• [Source data]:

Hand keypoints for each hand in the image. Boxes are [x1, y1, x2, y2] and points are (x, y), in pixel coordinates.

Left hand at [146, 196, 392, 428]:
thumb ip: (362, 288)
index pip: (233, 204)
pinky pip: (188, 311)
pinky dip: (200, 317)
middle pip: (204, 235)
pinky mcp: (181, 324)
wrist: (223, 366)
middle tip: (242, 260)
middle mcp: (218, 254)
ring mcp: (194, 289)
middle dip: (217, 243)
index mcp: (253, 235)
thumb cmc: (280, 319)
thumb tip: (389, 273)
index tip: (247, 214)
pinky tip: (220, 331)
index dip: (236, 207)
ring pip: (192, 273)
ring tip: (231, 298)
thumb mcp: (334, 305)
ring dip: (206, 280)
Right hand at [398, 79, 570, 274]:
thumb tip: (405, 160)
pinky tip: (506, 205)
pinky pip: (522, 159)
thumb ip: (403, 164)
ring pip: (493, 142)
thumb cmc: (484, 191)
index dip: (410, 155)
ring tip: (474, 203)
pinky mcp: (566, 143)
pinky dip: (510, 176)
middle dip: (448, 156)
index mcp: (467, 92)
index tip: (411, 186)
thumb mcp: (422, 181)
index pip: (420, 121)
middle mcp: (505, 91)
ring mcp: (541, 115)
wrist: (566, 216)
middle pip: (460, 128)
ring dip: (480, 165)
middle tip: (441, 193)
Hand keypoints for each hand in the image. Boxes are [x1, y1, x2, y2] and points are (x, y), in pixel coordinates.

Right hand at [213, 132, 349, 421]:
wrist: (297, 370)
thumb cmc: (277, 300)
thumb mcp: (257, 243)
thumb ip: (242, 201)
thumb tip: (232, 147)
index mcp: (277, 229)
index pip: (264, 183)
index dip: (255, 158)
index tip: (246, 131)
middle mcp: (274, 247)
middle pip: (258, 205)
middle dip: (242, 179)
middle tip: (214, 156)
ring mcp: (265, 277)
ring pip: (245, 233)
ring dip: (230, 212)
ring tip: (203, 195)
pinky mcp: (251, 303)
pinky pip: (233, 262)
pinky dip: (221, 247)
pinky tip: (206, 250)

* * *

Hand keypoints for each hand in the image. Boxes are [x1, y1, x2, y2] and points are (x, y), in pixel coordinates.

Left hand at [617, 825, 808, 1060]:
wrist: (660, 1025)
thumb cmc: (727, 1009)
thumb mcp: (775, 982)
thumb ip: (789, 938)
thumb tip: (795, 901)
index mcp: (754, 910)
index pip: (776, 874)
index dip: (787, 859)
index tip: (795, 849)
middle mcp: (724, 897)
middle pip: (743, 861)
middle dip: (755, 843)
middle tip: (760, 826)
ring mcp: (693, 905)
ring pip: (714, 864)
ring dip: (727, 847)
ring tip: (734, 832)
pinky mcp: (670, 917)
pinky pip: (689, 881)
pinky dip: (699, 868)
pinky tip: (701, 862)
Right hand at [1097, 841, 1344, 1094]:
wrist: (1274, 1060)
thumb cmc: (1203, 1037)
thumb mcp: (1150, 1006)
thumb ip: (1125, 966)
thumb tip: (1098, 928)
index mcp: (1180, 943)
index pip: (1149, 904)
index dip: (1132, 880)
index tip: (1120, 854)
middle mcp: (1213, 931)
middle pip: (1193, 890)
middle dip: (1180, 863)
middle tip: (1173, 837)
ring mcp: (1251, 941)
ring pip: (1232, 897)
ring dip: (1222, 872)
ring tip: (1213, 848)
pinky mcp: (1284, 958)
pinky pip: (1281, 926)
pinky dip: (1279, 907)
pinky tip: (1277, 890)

• [Goal of the exercise]: Above are the entries. Output exactly the lines beginning with the line that has "wrist: (566, 216)" and ending with the line that has "pinky tip: (206, 250)".

• [Answer for the task]:
wrist: (566, 216)
middle pip: (460, 128)
ring dip: (480, 165)
middle tip: (441, 193)
Hand keypoints for each hand in the image. Boxes are [x1, y1, x2, y2] and points are (x, y), in pixel coordinates.

Right hand at [213, 132, 349, 421]:
wrist: (297, 370)
thumb cmc: (277, 300)
thumb mcp: (257, 243)
thumb ip: (242, 201)
thumb tip: (232, 147)
index mcp: (277, 229)
index pip: (264, 183)
index dip: (255, 158)
index tip: (246, 131)
middle mcp: (274, 247)
middle pip: (258, 205)
middle dip: (242, 179)
middle tip: (214, 156)
ring mcp: (265, 277)
ring pip: (245, 233)
ring dip: (230, 212)
ring tip: (203, 195)
pinky mcp: (251, 303)
pinky pip: (233, 262)
pinky dip: (221, 247)
pinky tip: (206, 250)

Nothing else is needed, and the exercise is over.